My dad, who was the senior pastor at this church, was passionate about caring for people who are far from faith. Because he believed everyone in the church should participate in helping others, he taught classes coaching people on why we should be concerned for our community and how to love people when they are going through a difficult time.

However, most people at this particular church had been members for life. Nobody had ever asked them to step out of their pews before. To them, you went to church three times a week, and that was how you found Jesus and built your mansion up in heaven. My dad was the one getting paid to care for people. Why in the world would he ask them to do the same without getting paid for it?

His challenging the status quo did not sit well with some of the congregation. After a few months of tension and secret meetings, my dad was asked to resign his position at one of the church’s monthly business meetings.
And they didn’t ask kindly either. An avalanche of insults and lies tumbled down on my family and on another pastor in the church who supported my dad."


Those essays to me were amazingly horrifying. AMAZINGLY HORRIFYING. And again, for emphasis, let me say that that is a mere understatement. My heart ached for her, even as my mind reeled in unbelief. Could there really be such "Christians"?


Then I stumbled on xxxChurch.com, which initally really FREAKED me out (be honest, I know you are too!). I was like, is this some pseudo-Christian cult?

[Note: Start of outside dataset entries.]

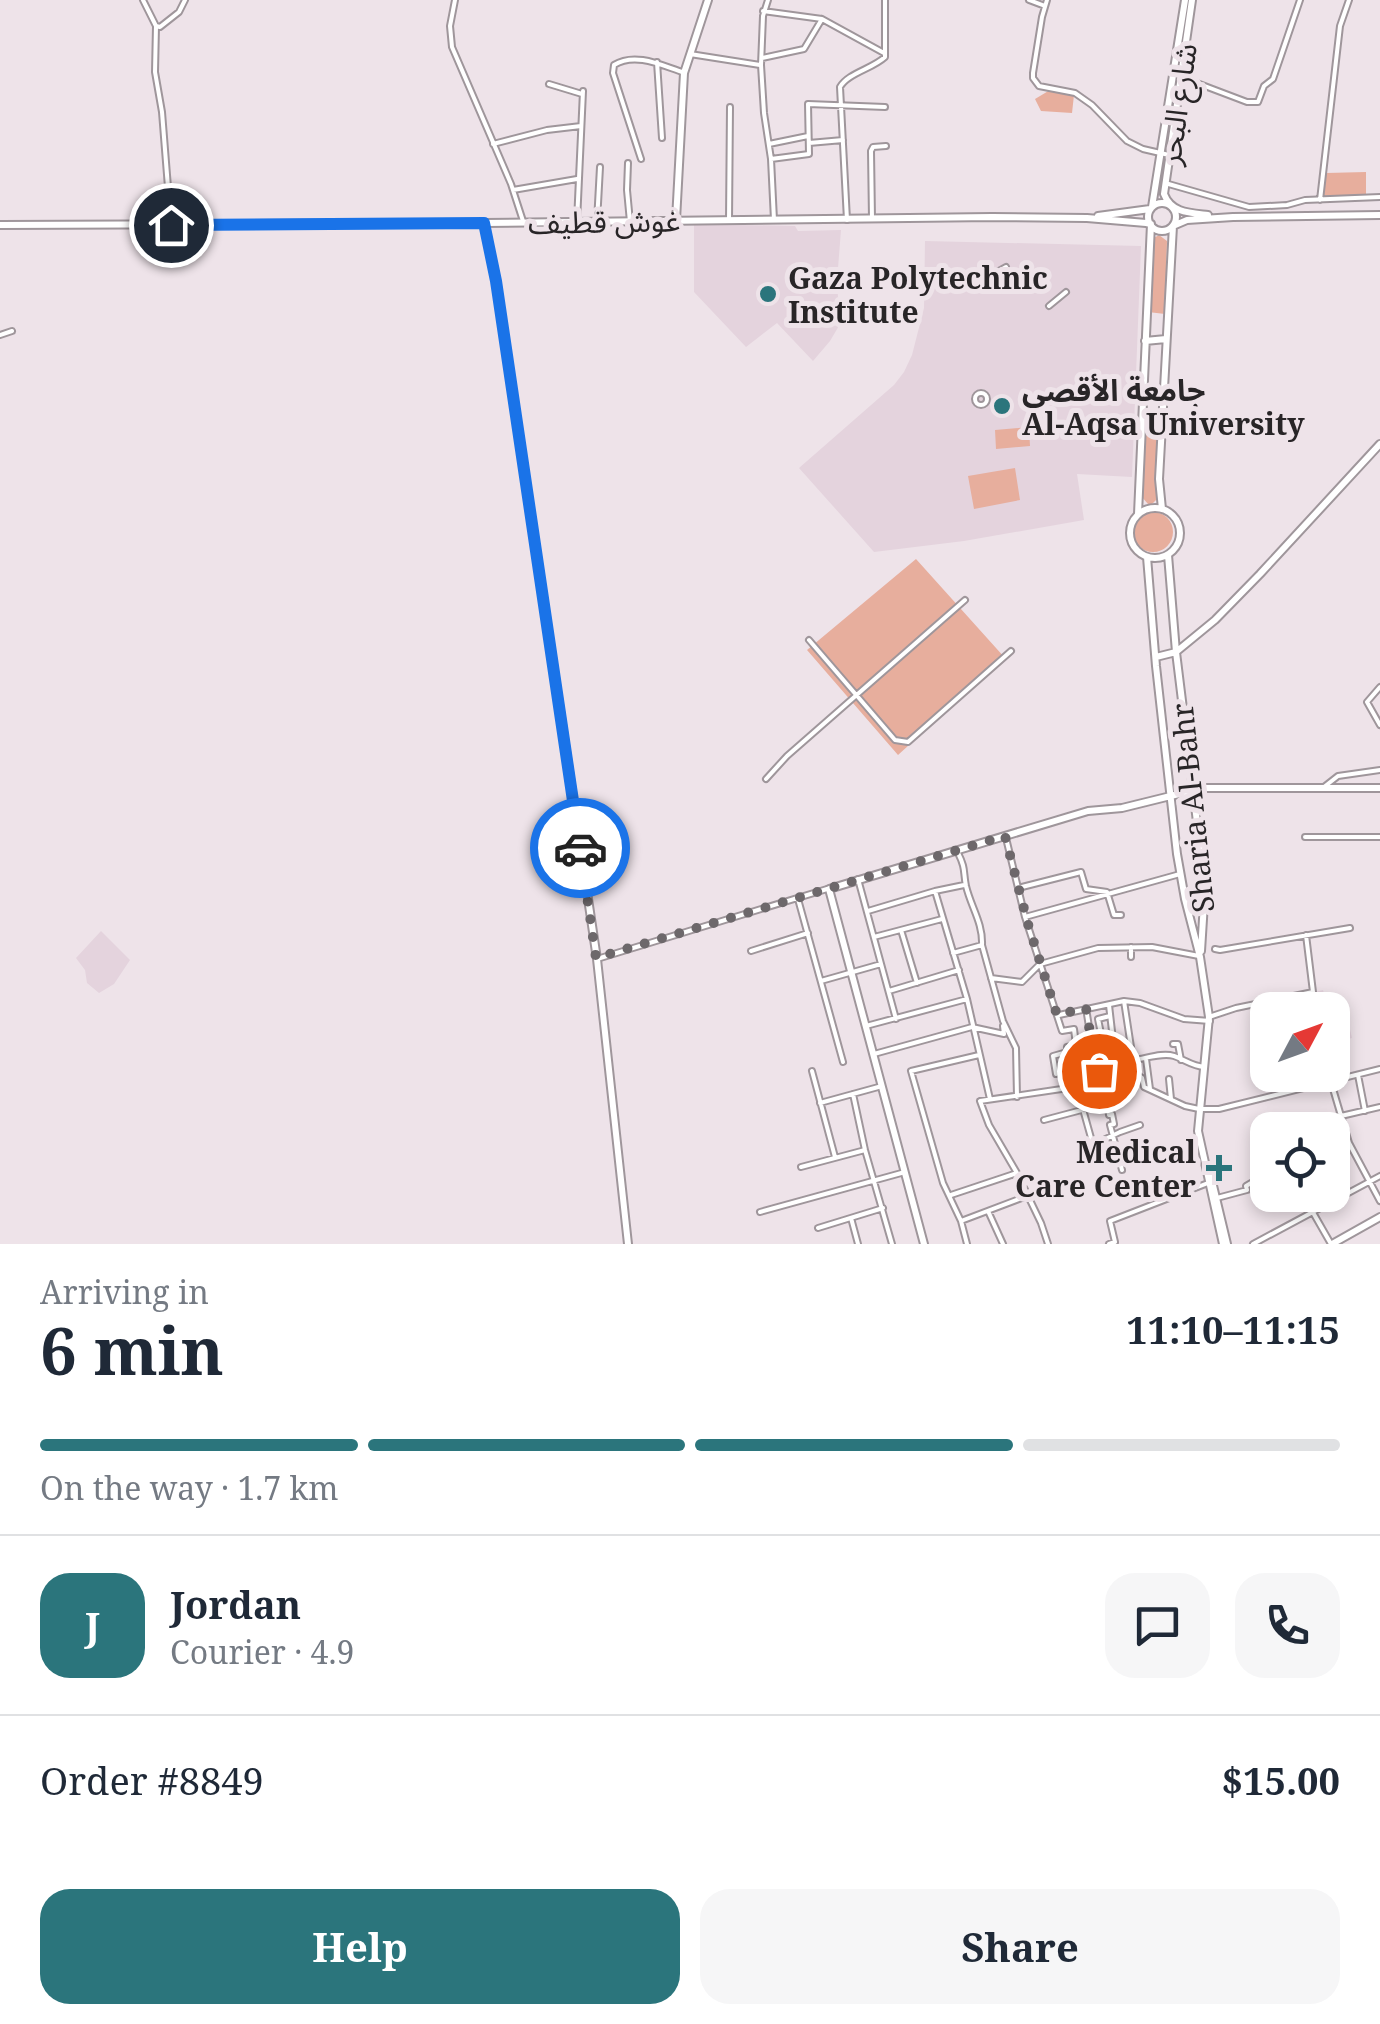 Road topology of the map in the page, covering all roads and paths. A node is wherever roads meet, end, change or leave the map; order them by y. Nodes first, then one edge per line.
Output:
1 (143, 0) edge
2 (186, 0) edge
3 (455, 0) edge
4 (708, 0) edge
5 (768, 0) edge
6 (885, 0) edge
7 (1029, 0) edge
8 (1174, 0) edge
9 (1187, 0) edge
10 (1300, 0) edge
11 (1349, 0) edge
12 (1046, 3) edge
13 (763, 11) junction
14 (822, 19) junction
15 (156, 26) junction
16 (690, 54) junction
17 (886, 54) junction
18 (762, 58) junction
19 (657, 62) junction
20 (761, 65) junction
21 (684, 73) junction
22 (1180, 77) junction
23 (550, 84) dead end
24 (841, 105) junction
25 (885, 106) dead end
26 (730, 107) dead end
27 (581, 126) junction
28 (662, 138) dead end
29 (809, 140) junction
30 (843, 140) junction
31 (493, 144) junction
32 (769, 144) junction
33 (886, 146) dead end
34 (1165, 154) junction
35 (641, 159) dead end
36 (771, 159) junction
37 (628, 162) dead end
38 (600, 166) dead end
39 (578, 179) junction
40 (1165, 183) junction
41 (513, 190) junction
42 (1380, 197) edge
43 (1320, 200) junction
44 (1171, 206) junction
45 (1151, 208) junction
46 (1380, 215) edge
47 (1234, 217) junction
48 (1087, 218) junction
49 (872, 219) junction
50 (676, 220) junction
51 (729, 220) junction
52 (774, 220) junction
53 (847, 220) junction
54 (523, 221) junction
55 (577, 222) junction
56 (597, 222) junction
57 (630, 222) junction
58 (484, 223) junction
59 (1150, 224) junction
60 (171, 225) junction
61 (0, 226) edge
62 (1173, 226) junction
63 (1006, 267) dead end
64 (990, 276) dead end
65 (1066, 292) dead end
66 (1049, 306) dead end
67 (12, 331) dead end
68 (0, 336) edge
69 (1166, 339) junction
70 (1145, 342) junction
71 (1380, 444) edge
72 (1162, 508) junction
73 (1138, 514) junction
74 (1168, 555) junction
75 (1147, 557) junction
76 (965, 600) dead end
77 (809, 640) dead end
78 (1010, 652) dead end
79 (1176, 652) junction
80 (1156, 657) junction
81 (1380, 687) edge
82 (857, 695) junction
83 (1380, 724) edge
84 (1380, 770) edge
85 (766, 779) dead end
86 (1324, 788) junction
87 (1380, 788) edge
88 (1193, 790) junction
89 (1171, 794) junction
90 (1005, 836) junction
91 (1305, 837) dead end
92 (1380, 837) edge
93 (956, 850) junction
94 (1181, 874) junction
95 (858, 879) junction
96 (966, 885) junction
97 (828, 888) junction
98 (1018, 888) junction
99 (936, 891) junction
100 (1107, 892) junction
101 (798, 899) junction
102 (868, 912) junction
103 (1121, 914) dead end
104 (1026, 917) junction
105 (944, 918) junction
106 (1350, 928) dead end
107 (901, 930) junction
108 (808, 933) junction
109 (1306, 936) junction
110 (874, 938) junction
111 (982, 944) junction
112 (1131, 947) junction
113 (1215, 949) dead end
114 (751, 951) dead end
115 (953, 953) junction
116 (1132, 957) dead end
117 (1200, 957) junction
118 (596, 958) junction
119 (881, 964) junction
120 (1040, 964) junction
121 (959, 970) junction
122 (852, 972) junction
123 (991, 978) junction
124 (821, 981) junction
125 (917, 983) junction
126 (889, 992) junction
127 (968, 1000) junction
128 (1124, 1001) junction
129 (1108, 1003) junction
130 (1086, 1008) junction
131 (1057, 1015) junction
132 (1110, 1016) junction
133 (896, 1019) junction
134 (1210, 1019) junction
135 (1002, 1021) junction
136 (866, 1026) junction
137 (972, 1027) junction
138 (1173, 1044) dead end
139 (1067, 1052) junction
140 (874, 1054) junction
141 (979, 1054) junction
142 (1146, 1058) junction
143 (1132, 1060) junction
144 (1181, 1060) junction
145 (844, 1062) dead end
146 (1205, 1068) junction
147 (1380, 1069) edge
148 (812, 1071) dead end
149 (1135, 1073) junction
150 (1056, 1074) dead end
151 (1117, 1075) junction
152 (1358, 1076) junction
153 (1350, 1078) edge
154 (1105, 1079) junction
155 (1169, 1079) dead end
156 (882, 1086) junction
157 (1075, 1087) junction
158 (1150, 1088) junction
159 (1291, 1092) edge
160 (853, 1094) junction
161 (1017, 1097) junction
162 (990, 1099) junction
163 (1171, 1099) junction
164 (820, 1103) junction
165 (1108, 1104) junction
166 (1380, 1107) edge
167 (1082, 1109) junction
168 (1201, 1109) junction
169 (1365, 1112) junction
170 (1350, 1114) edge
171 (1044, 1120) dead end
172 (1140, 1126) dead end
173 (1114, 1135) junction
174 (1350, 1146) edge
175 (865, 1150) junction
176 (835, 1157) junction
177 (801, 1167) dead end
178 (1122, 1170) dead end
179 (905, 1172) junction
180 (1017, 1173) junction
181 (1380, 1176) edge
182 (875, 1180) junction
183 (1370, 1182) junction
184 (1208, 1183) junction
185 (1250, 1184) edge
186 (1350, 1193) edge
187 (949, 1195) junction
188 (1027, 1196) junction
189 (1214, 1198) junction
190 (1380, 1201) edge
191 (883, 1208) junction
192 (988, 1211) junction
193 (760, 1212) dead end
194 (1313, 1212) joint
195 (1380, 1217) edge
196 (851, 1218) junction
197 (961, 1221) junction
198 (818, 1228) dead end
199 (628, 1244) edge
200 (858, 1244) edge
201 (892, 1244) edge
202 (924, 1244) edge
203 (968, 1244) edge
204 (1003, 1244) edge
205 (1048, 1244) edge
206 (1109, 1244) edge
207 (1225, 1244) edge
208 (1253, 1244) edge
209 (1332, 1244) edge

1 - 15 street
2 - 15 street
3 - 31 street
4 - 16 main road
5 - 13 street
6 - 17 street
7 - 12 street
8 - 9 street
9 - 22 main road, شارع البحر
9 - 34 main road, شارع البحر
10 - 22 street
11 - 43 street
12 - 34 street
13 - 14 street
13 - 18 street
14 - 17 street
14 - 18 street
15 - 60 street
16 - 20 street
16 - 21 main road
17 - 24 street
18 - 20 street
19 - 21 street
19 - 28 street
19 - 35 street
20 - 32 street
21 - 50 main road
22 - 34 main road, شارع البحر
23 - 27 street
24 - 25 street
24 - 29 street
24 - 30 street
26 - 51 street
27 - 31 street
27 - 39 street
29 - 30 street
29 - 32 street
29 - 36 street
30 - 53 street
31 - 41 street
32 - 36 street
33 - 49 street
34 - 40 main road, شارع البحر
34 - 45 main road, شارع البحر
36 - 52 street
37 - 57 street
38 - 56 street
39 - 41 street
39 - 55 street
40 - 43 street
40 - 44 main road, شارع البحر
41 - 54 street
42 - 43 street
44 - 45 main road
44 - 47 main road
44 - 62 main road
45 - 48 main road, غوش قطيف
45 - 59 main road
46 - 47 main road
47 - 62 main road
48 - 49 main road, غوش قطيف
48 - 59 main road, غوش قطيف
49 - 53 main road, غوش قطيف
50 - 51 main road, غوش قطيف
50 - 57 main road, غوش قطيف
51 - 52 main road, غوش قطيف
52 - 53 main road, غوش قطيف
54 - 55 main road, غوش قطيف
54 - 58 main road, غوش قطيف
55 - 56 main road, غوش قطيف
56 - 57 main road, غوش قطيف
58 - 60 main road, غوش قطيف
58 - 118 main road
59 - 62 main road
59 - 70 main road
60 - 61 main road, غوش قطيف
62 - 69 main road
63 - 64 street
65 - 66 street
67 - 68 street
69 - 70 main road
69 - 72 main road
70 - 73 main road
71 - 79 main road
72 - 73 main road
72 - 74 main road
73 - 75 main road
74 - 75 main road
74 - 79 main road, Sharia Al-Bahr
75 - 80 main road, Sharia Al-Bahr
76 - 82 street
77 - 82 street
78 - 82 street
79 - 80 main road
79 - 88 main road, Sharia Al-Bahr
80 - 89 main road, Sharia Al-Bahr
81 - 83 street
82 - 85 street
84 - 86 street
86 - 87 main road
86 - 88 main road
88 - 89 main road
88 - 117 main road, Sharia Al-Bahr
89 - 90 main road
89 - 94 main road, Sharia Al-Bahr
90 - 93 main road
90 - 98 street
91 - 92 street
93 - 95 main road
93 - 96 street
94 - 100 street
94 - 117 main road, Sharia Al-Bahr
95 - 97 main road
95 - 102 street
96 - 99 street
96 - 111 street
97 - 101 street
97 - 122 main road
98 - 100 street
98 - 104 street
99 - 102 street
99 - 105 street
100 - 103 street
100 - 104 street
101 - 108 street
101 - 118 street
102 - 110 street
104 - 120 street
105 - 107 street
105 - 115 street
106 - 109 street
107 - 110 street
107 - 125 street
108 - 114 street
108 - 124 street
109 - 113 street
109 - 134 street
110 - 119 street
111 - 115 street
111 - 123 street
112 - 116 street
112 - 117 street
112 - 120 street
115 - 121 street
117 - 134 main road
118 - 199 main road
119 - 122 street
119 - 126 street
120 - 123 street
120 - 131 street
121 - 125 street
121 - 127 street
122 - 124 street
122 - 136 main road
123 - 135 street
124 - 145 street
125 - 126 street
126 - 133 street
127 - 133 street
127 - 137 street
128 - 129 street
128 - 134 street
128 - 143 street
129 - 130 street
129 - 132 street
130 - 131 street
130 - 154 street
131 - 139 street
132 - 151 street
132 - 154 street
133 - 136 street
134 - 146 main road
135 - 137 street
135 - 161 street
136 - 140 main road
137 - 140 street
137 - 141 street
138 - 144 street
139 - 150 street
139 - 157 street
140 - 156 main road
141 - 162 street
141 - 187 street
142 - 143 street
142 - 144 street
142 - 158 street
143 - 149 street
144 - 146 street
146 - 168 main road
147 - 152 street
148 - 164 street
149 - 151 street
149 - 158 street
151 - 154 street
152 - 153 street
152 - 169 street
154 - 157 street
154 - 165 street
155 - 163 street
156 - 160 street
156 - 179 main road
157 - 161 street
157 - 167 street
158 - 163 street
159 - 168 street
160 - 164 street
160 - 175 street
161 - 162 street
162 - 180 street
163 - 168 street
164 - 176 street
165 - 167 street
165 - 173 street
166 - 169 street
167 - 171 street
167 - 173 street
168 - 184 main road
168 - 189 main road
169 - 170 street
172 - 173 street
173 - 178 street
174 - 183 street
175 - 176 street
175 - 182 street
176 - 177 street
179 - 182 street
179 - 202 main road
180 - 187 street
180 - 188 street
181 - 183 street
182 - 191 street
182 - 193 street
183 - 186 street
183 - 190 street
184 - 189 main road
184 - 206 street
185 - 189 street
187 - 197 street
188 - 192 street
188 - 205 street
189 - 207 main road
191 - 196 street
191 - 201 street
192 - 197 street
192 - 204 street
194 - 208 street
194 - 209 street
195 - 209 main road
196 - 198 street
196 - 200 street
197 - 203 street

But then I surmised, from the way it was being endorsed by other Christian websites, then it really must be Christian. Upon further investigation, I found out that xxxChurch is a Christian organization with the queer ministry for folks with problems with pornography, and other sins of a sexual nature.

Even more shocking to me than discovering that such an organization exists is the fact that one of their staff took his own life. Apparently the reason why he did it was because he could no longer endure the guilt and frustration he had over the "sexual" sins he committed. Many people are apt to judge, for one, his salvation, but I do not wish to. I do not wish to cast stones. No.

Reading and learning all these things and discovering these sites opened my eyes to the reality of sin IN the church; that Chrstians are struggling just as much,or probably even more, than those who are not.

But didn't Christ have victory over all sin already?

Moreover, all these taught me that while sin and Satan are far less powerful than God, they should never be downplayed, especially by the Christian who is ever the Enemy's target.

And I was warned to live carefully, always obeying intentionally, and not providing an opening for the Enemy. If anything, my resolve to live right in the eyes of God was deepened.

I do not want to reach the point of such despair and guilt and shame that the only alternative would be to take my own life.

I do not want to cause anyone to stumble.

I do not want to be an additional reason for anyone to mock my Christ.